**TASK DETAILS:** In the entries below, find the line with "middle tip: (1138, 952)" and print exactly every line from there up to and including the line with "pinky tip: (1187, 978)", with no other lines.

▶

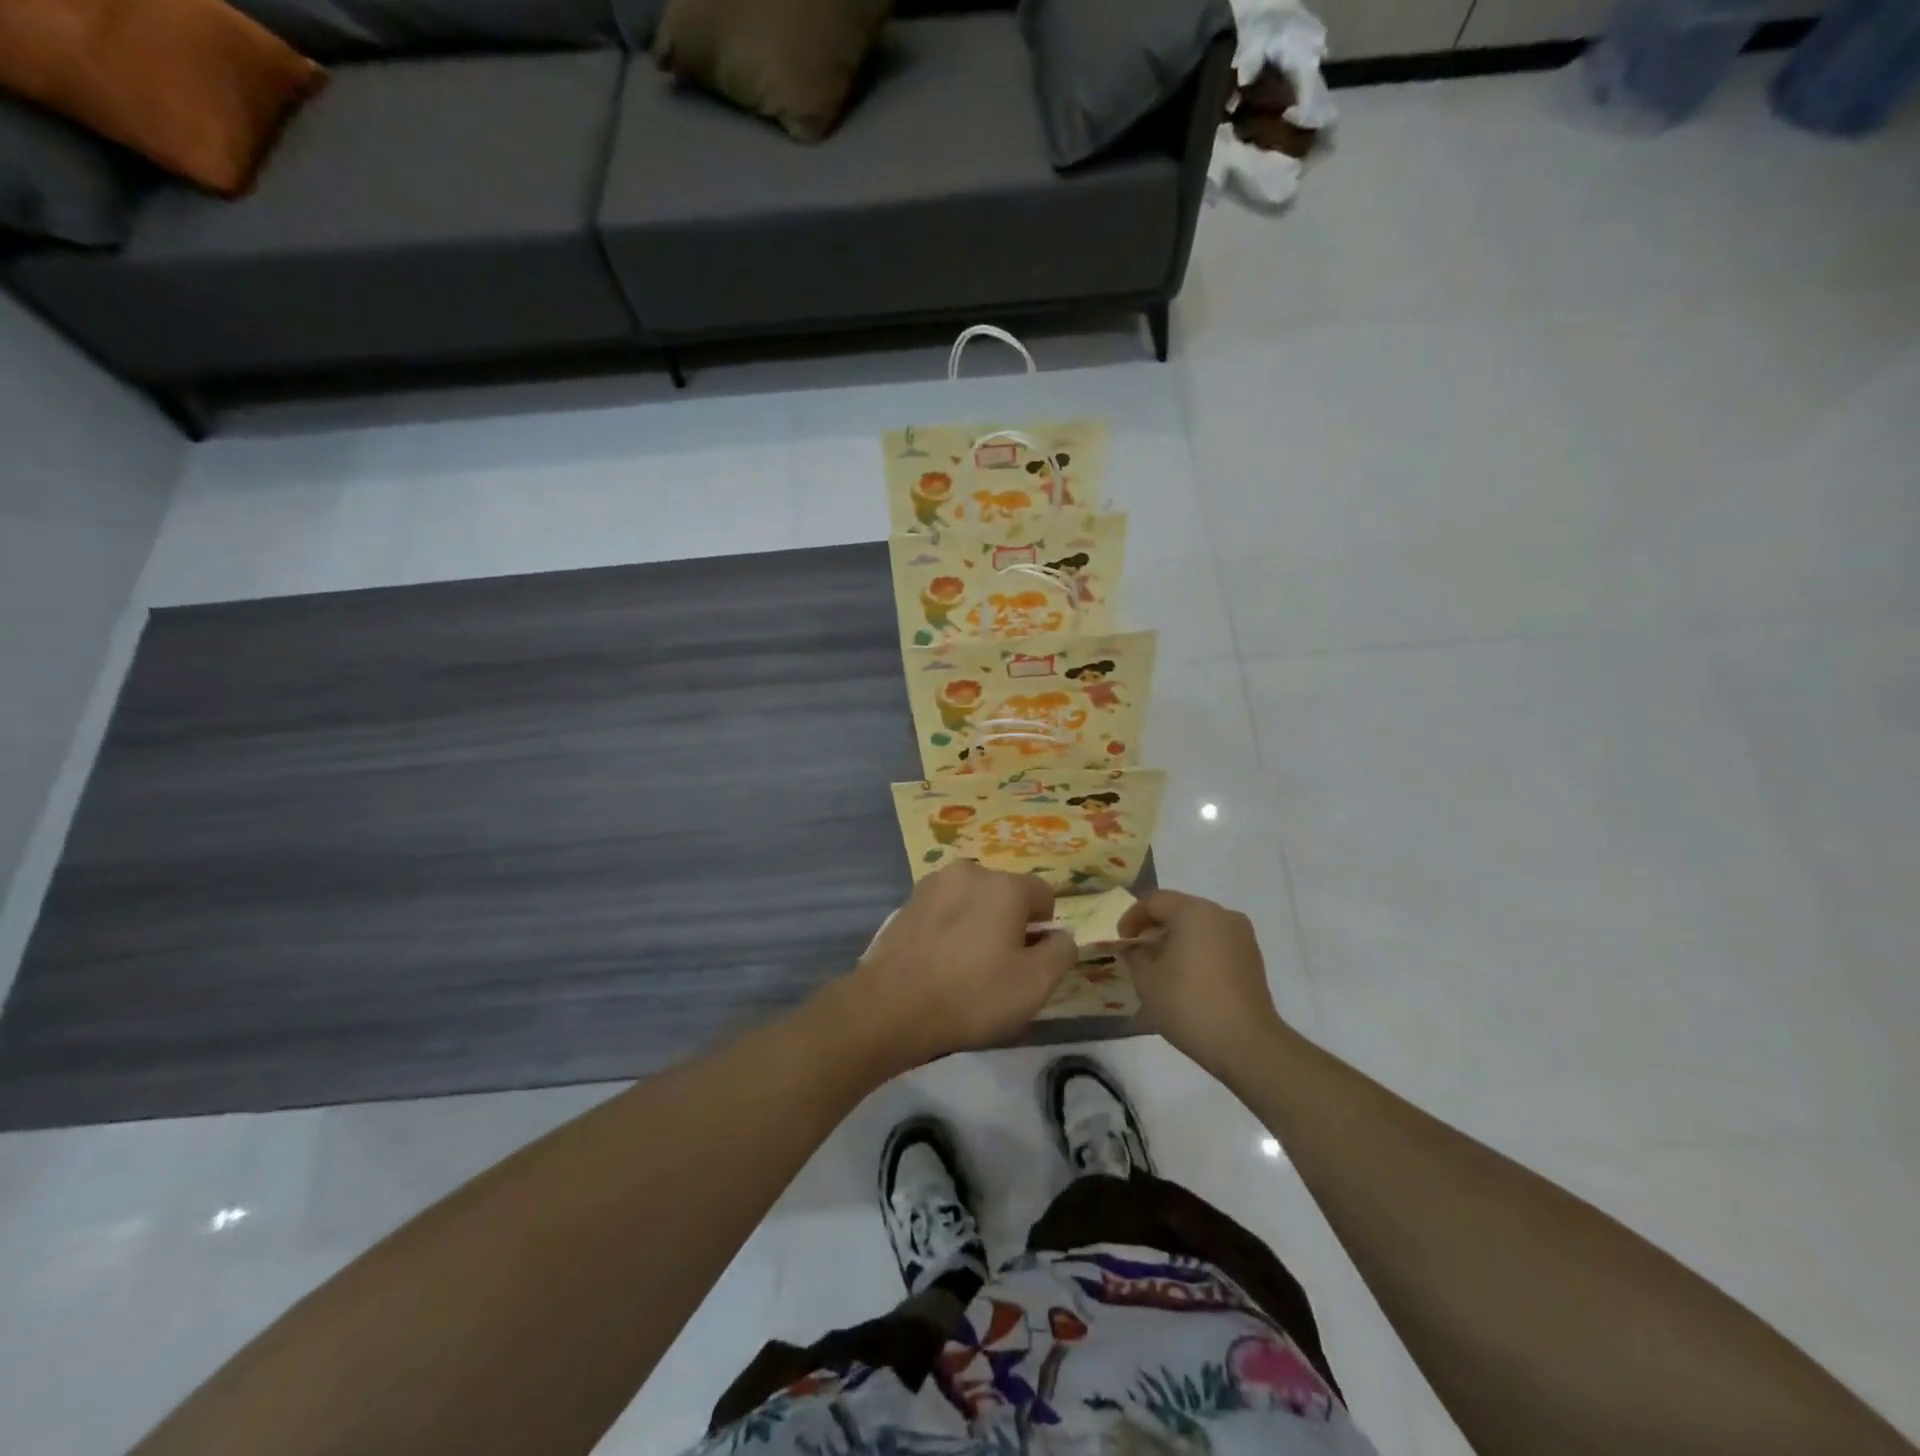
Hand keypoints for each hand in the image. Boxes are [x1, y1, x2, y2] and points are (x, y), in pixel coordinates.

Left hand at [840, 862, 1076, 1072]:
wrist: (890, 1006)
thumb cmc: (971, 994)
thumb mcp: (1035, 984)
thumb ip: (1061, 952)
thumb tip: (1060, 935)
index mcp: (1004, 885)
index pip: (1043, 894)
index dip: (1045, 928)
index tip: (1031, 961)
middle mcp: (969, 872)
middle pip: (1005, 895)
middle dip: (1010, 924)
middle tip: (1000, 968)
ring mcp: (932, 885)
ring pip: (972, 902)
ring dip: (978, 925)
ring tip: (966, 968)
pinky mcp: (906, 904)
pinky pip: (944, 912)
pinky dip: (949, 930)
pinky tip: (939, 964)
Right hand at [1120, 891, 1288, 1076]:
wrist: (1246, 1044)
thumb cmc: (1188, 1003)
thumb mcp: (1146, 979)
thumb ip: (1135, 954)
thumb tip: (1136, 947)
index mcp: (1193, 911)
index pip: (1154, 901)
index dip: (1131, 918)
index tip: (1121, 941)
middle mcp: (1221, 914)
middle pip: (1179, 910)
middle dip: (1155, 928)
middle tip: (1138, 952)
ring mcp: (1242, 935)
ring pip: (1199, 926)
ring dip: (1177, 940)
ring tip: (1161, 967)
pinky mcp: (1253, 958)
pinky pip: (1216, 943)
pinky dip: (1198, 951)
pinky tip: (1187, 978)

◀
▶

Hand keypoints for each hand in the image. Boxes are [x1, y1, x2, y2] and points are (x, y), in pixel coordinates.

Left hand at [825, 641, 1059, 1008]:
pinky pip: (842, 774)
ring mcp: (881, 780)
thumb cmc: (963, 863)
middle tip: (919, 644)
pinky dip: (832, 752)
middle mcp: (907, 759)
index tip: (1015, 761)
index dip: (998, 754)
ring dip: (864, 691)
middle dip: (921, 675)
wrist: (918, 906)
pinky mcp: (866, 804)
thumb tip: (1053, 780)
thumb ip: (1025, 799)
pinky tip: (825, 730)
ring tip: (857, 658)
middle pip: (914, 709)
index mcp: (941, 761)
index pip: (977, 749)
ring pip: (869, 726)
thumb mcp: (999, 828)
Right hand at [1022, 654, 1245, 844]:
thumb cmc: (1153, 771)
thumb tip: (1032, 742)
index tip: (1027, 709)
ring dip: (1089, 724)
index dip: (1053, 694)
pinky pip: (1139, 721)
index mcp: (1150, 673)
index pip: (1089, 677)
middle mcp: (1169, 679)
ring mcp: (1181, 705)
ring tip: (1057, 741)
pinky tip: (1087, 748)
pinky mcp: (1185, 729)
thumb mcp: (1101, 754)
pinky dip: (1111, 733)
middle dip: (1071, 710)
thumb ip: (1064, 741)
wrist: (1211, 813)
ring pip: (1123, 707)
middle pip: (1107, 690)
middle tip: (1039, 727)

◀

**REPLY:**
middle tip: (1138, 952)
ring mcp: (1242, 935)
ring pip: (1199, 926)
ring dip: (1177, 940)
ring tip: (1161, 967)
pinky mcp: (1253, 958)
pinky pip: (1216, 943)
pinky dip: (1198, 951)
pinky tip: (1187, 978)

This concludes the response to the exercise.